As AI systems are increasingly deployed in assistive technologies and autonomous environments, it is important for them to recognize when perceptual input is insufficient and to support users in acquiring missing information. This research investigates self-aware perception by focusing on two core capabilities: recognizing when input is incomplete or ambiguous, and identifying possible ways to obtain the missing information.

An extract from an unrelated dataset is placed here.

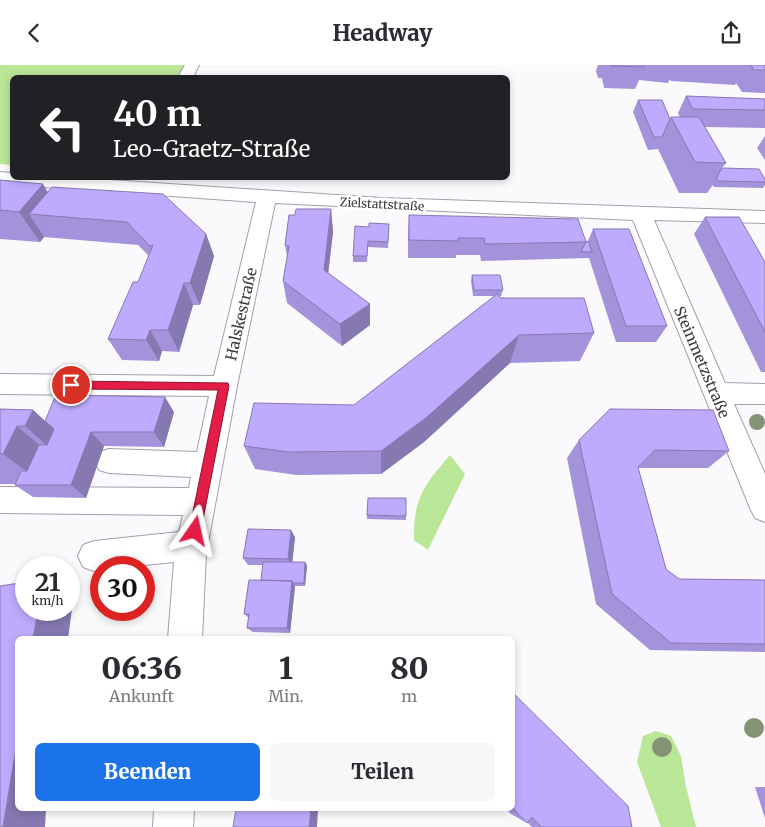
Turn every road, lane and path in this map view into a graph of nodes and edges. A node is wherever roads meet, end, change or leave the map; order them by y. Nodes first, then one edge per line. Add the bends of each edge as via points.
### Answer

First, we explore assistive visual interfaces for blind and low-vision (BLV) users. We introduce the Directional Guidance task, which enables Vision-Language Models (VLMs) to detect when a question about an image cannot be answered due to framing issues and to suggest spatial camera adjustments. To address the lack of labeled training data, we design an automated perturbation-based data augmentation pipeline. Empirical results show that fine-tuned models outperform zero-shot baselines on a carefully constructed benchmark.

Second, we study structured representations for traffic scenes in autonomous driving. Using NuScenes data, we develop a neuro-symbolic pipeline based on Frame Theory to convert sensor data into interpretable summaries of agent motion and scene dynamics. These representations are designed to support introspection and may serve as inputs to symbolic-based reasoning in future work.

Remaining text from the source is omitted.